Since Mexico enacted its energy overhaul in 2013, the world’s attention has mostly focused on the country’s vast offshore potential. But upcoming farm-outs of mature fields will usher in enticing opportunities for experienced operators to carry out EOR and hydraulic fracturing.

Though Pemex will contractually still hold 50% working interest, new players will operate the two proposed farm-outs at Cardenas-Mora and Ogarrio.

Pemex’s field administrators revealed in 2015 the most important challenges that new partners at their mature farm-outs must address. Among them was the pressure behavior at Cardenas’ three naturally fractured reservoirs—two Cretaceous and one Kimmeridgian—which would require EOR to increase recovery factors. Over the last 10 years, pressure has remained stable at an average 200 kilograms per cubic centimeter at Cardenas’ reservoirs, while Mora’s current pressure hovers at 100 kilograms per cubic centimeter, Carlos Pérez, Pemex’s former Bellota Jujo asset administrator, said during Upstream Day, a closed-door event hosted by Pemex.

Development at the Cardenas and Mora fields dates back to 1982, when Pemex’s efforts led it to peak production of about 175,000 barrels per day (Mbbl/d) and 320,000 cubic feet per day (Mcf/d) just a few years after. However, output has steadily declined over the past decades, which is why EOR and artificial lift systems are needed to rejuvenate the two fields. Currently, less than one-fifth of the state oil company’s 110 wells are producing. Most recent production figures show Cardenas yielding about 4,200 bbl/d and 14.8 Mcf/d while Mora lags at about 3,300 bbl/d and 6.2 Mcf/d.

Cardenas and Mora are located northwest of Cardenas City and about 60 km from Villahermosa, Tabasco—one of Mexico’s oil and gas hubs. The Cardenas Field is set in a 104-sq-km area, and Mora in 64 sq km. The fields’ combined 3P reserves reach 94 MMbbl of oil, mostly 39 degree API (° API) crude. Infrastructure in place at Cardenas-Mora includes two separation facilities, two compression stations and a few oil and gas pipelines.

Ogarrio, the other farm-out, is much older. Development began in 1964 about 50 km southeast of Coatzacoalcos, Veracruz, in a 150-sq-km area. About 100 wells are producing about 6,500 bbl/d, down from an average 15 Mbbl/d in 2012. Gas production is currently about 24.8 Mcf/d. The mature field currently holds 3P reserves estimated at 54 MMbbl of 37° API crude in Miocene sandstones.

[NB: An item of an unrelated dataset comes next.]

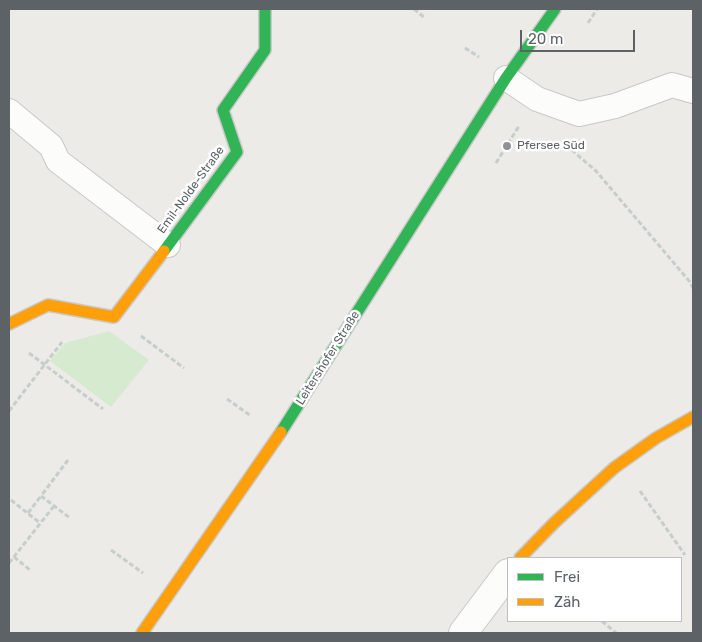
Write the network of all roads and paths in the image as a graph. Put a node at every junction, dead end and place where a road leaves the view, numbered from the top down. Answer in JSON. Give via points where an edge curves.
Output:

Pemex divided the field into three blocks: A, B, and C.

Arturo Ramírez, who was asset administrator for the Cinco Presidentes oil fields in 2015, said during the event that Block A needs secondary recovery methods, while blocks B and C require EOR strategies. Additionally, horizontal, multilateral wells and hydraulic fracturing at low permeability zones could squeeze out the field’s riches. Ogarrio’s infrastructure includes two balanced pumping units, three oil pipelines, three gas pipelines, two separation facilities and one compression station.

The new operators at Pemex’s two farm-outs on offer will be announced Oct. 4, according to the National Hydrocarbons Commission. The license contracts will be awarded for 25 years, and operators are entitled to two five-year extensions.

Pemex has stated that it is considering 52 other farm-outs, mostly located in southern Mexico. As medium-sized operators ramp up production at their recent Round 1 onshore acquisitions, increased activity is expected to transform Mexico’s legacy assets and revitalize the overlooked potential of EOR in the country’s mature fields.